§ Problem: Print the whole listing exactly as it appears, but skip the pictures.

§ Records provided:
--- START ---

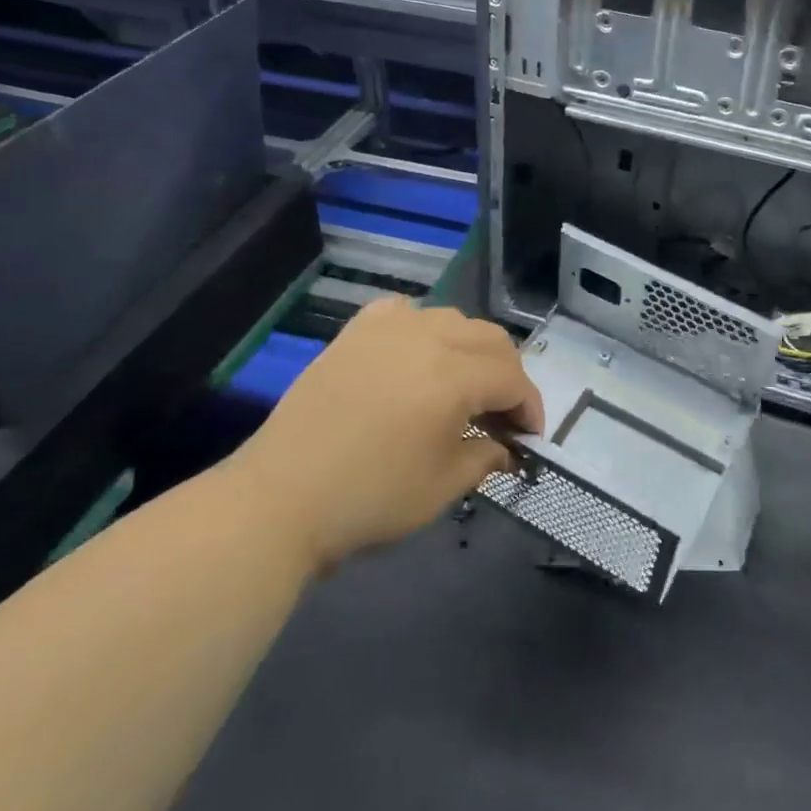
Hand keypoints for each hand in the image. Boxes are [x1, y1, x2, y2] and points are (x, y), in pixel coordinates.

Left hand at [230, 298, 541, 569]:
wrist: (280, 499)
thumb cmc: (370, 498)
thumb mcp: (443, 487)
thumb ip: (485, 456)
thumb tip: (506, 447)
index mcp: (454, 377)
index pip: (513, 379)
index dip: (530, 408)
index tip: (530, 438)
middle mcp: (427, 339)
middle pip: (491, 340)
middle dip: (508, 375)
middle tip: (502, 414)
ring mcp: (387, 330)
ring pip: (452, 319)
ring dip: (470, 349)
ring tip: (463, 384)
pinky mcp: (354, 334)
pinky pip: (403, 311)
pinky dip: (422, 327)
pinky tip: (416, 354)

--- END ---

§ Exercise response:
Hand keypoints for each hand in the image. Boxes are [x1, y1, x2, y2] and points are (x, y), in pixel coordinates.

Left hand at [230, 298, 541, 569]:
wrist: (280, 499)
thumb cmc: (370, 498)
thumb mcp: (443, 487)
thumb ip: (485, 456)
thumb tip: (506, 447)
index mcp: (454, 377)
index pip: (513, 379)
index dip: (530, 408)
index tip: (530, 438)
middle mcp: (427, 339)
middle pip: (491, 340)
middle dip: (508, 375)
middle tip: (502, 414)
ring mcp: (387, 330)
ring pip: (452, 319)
ring dip: (470, 349)
ring tip: (463, 384)
pinky mcp: (354, 334)
pinky pip: (403, 311)
pinky dip: (422, 327)
pinky tip: (416, 354)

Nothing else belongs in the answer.